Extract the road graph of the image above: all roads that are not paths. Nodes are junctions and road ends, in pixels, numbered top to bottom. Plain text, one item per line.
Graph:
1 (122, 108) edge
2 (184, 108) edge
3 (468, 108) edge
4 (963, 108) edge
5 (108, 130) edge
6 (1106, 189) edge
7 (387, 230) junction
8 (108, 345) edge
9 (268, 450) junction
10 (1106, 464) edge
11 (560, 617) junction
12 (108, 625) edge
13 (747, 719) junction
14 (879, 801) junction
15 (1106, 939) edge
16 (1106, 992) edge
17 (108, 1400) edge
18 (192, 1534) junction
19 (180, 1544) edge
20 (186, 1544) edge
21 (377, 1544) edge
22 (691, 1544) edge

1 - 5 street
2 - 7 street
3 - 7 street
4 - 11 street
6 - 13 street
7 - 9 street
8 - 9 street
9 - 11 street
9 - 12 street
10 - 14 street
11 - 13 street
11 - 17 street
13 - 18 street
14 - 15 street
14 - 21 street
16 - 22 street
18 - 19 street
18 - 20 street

---

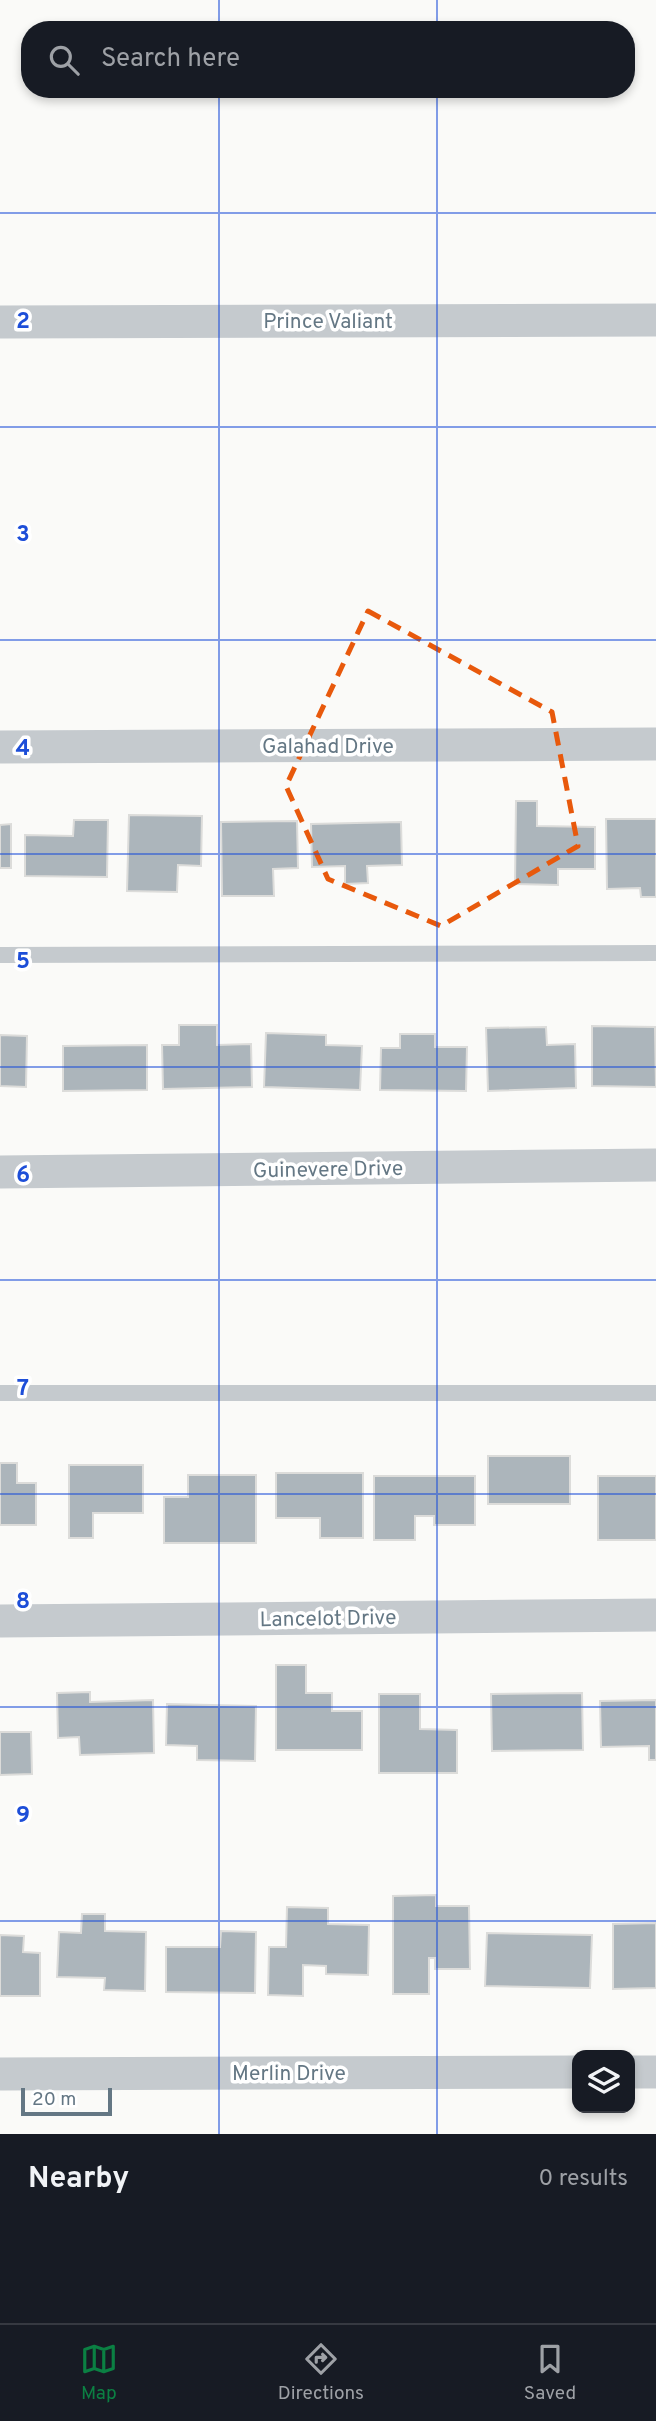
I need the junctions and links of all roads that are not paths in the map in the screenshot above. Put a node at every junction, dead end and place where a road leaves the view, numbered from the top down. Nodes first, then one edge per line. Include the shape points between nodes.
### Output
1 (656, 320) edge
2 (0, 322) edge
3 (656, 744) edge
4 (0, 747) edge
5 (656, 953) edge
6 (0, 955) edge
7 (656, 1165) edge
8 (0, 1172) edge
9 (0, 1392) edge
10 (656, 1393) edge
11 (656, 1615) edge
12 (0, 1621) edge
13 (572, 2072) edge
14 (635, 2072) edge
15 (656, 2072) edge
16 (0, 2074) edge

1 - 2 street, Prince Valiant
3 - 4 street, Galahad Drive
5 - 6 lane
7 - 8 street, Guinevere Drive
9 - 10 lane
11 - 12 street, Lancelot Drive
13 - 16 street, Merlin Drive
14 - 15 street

§ **TASK BRIEF**
Search the listing above for "junctions" and copy every line that has it.

§ **ANSWER TO THIS TASK**
Extract the road graph of the image above: all roads that are not paths. Nodes are junctions and road ends, in pixels, numbered top to bottom. Plain text, one item per line.
I need the junctions and links of all roads that are not paths in the map in the screenshot above. Put a node at every junction, dead end and place where a road leaves the view, numbered from the top down. Nodes first, then one edge per line. Include the shape points between nodes.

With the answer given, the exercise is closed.